Глядя на них – веселых, молодых, – для них гроза была только поводом лишний раз посмеяться, – Кира с грустью подумала, что сейчас вряд ли бы уже сняла вот так туфли и побежала шлепать по лужам. А ведь… В каком году это было? В тридцать шестом, тридцать седьмом? Гроза почище этой застала их как-то с Вадимом на Крещатике. Это была даже не гроза, это был потоп. Тогда залило нижние этажи и подвалы, и об этом даже писали в газетах. Крещатик, наполненный мутными потоками с улицы Ленина, Прорезной, Лютеранской, превратился в бурную, многоводную реку. И они так же, как эта парочка, хохоча от радости, по колено в воде пытались добраться до своего дома. А там тоже был потоп – крыша протекла, всю комнату залило, и в раковину пришлось вылить три полных ведра отжатой тряпками воды. Сколько смеху было тогда: наконец-то пол помыли, а то все собирались, собирались…

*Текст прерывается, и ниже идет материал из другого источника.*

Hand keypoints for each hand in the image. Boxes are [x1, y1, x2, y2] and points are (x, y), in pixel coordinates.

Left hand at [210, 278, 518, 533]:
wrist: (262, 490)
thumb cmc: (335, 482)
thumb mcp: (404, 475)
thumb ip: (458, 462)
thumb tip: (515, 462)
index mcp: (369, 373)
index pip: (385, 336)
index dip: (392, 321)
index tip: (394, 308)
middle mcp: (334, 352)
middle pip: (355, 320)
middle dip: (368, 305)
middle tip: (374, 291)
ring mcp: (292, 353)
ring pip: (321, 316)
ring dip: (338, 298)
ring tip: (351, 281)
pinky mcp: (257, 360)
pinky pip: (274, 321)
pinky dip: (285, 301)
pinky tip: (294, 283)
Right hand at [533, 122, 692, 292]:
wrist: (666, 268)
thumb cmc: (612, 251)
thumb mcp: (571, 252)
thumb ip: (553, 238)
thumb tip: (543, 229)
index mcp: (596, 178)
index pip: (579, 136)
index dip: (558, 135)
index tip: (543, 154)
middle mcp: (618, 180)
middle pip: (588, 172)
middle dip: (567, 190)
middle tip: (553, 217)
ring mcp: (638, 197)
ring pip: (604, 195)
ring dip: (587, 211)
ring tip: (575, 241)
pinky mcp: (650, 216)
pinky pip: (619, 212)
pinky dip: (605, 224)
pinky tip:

С тех пор прошло двадцать два, нет, двадцать три года. Вчера они сидели в какой-то захудалой столовой, кажется, на Ленивке, недалеко от музея Пушкина, и просидели там, пока ее не закрыли. Водки здесь не подавали, и, хотя Кира Георгиевна сказала «и очень хорошо», Вадим сбегал все-таки в соседний магазин. Пить пришлось из граненых стаканов, делая вид, что это нарзан.
О чем они говорили в этот день?
Сперва, когда шли по Арбату, Вадим расспрашивал о Софье Григорьевне, о Мишке («Неужели уже папаша? Ай-ай-ай!»), о старых киевских друзьях, – из них кто погиб, кто исчез, а кто если и жив, то как-то волею судеб и времени отдалился. Вадим слушал внимательно, почти не перебивая. Потом, пересекая Арбатскую площадь, они дружно поругали новый памятник Гоголю и заговорили о скульптуре вообще, о Килиной работе, и тут Вадим сказал, что он очень рад, что Киля добилась таких успехов в деле, которое так любит. «Это не всем удается», – сказал он. Кира Георгиевна промолчала. Потом они несколько минут шли молча, и Кира Георгиевна мучительно искала тему для разговора, и тогда он сказал: «Может, зайдем куда-нибудь, я что-то проголодался». И они зашли в эту самую столовую.
Пока Вадим бегал за котлетами и винегретом, Кира Георгиевна смотрела на него сверху (они устроились наверху, на балкончике) и думала о том, как он, в общем, мало изменился, хотя походка и стала не такая уж легкая и молодая, как была.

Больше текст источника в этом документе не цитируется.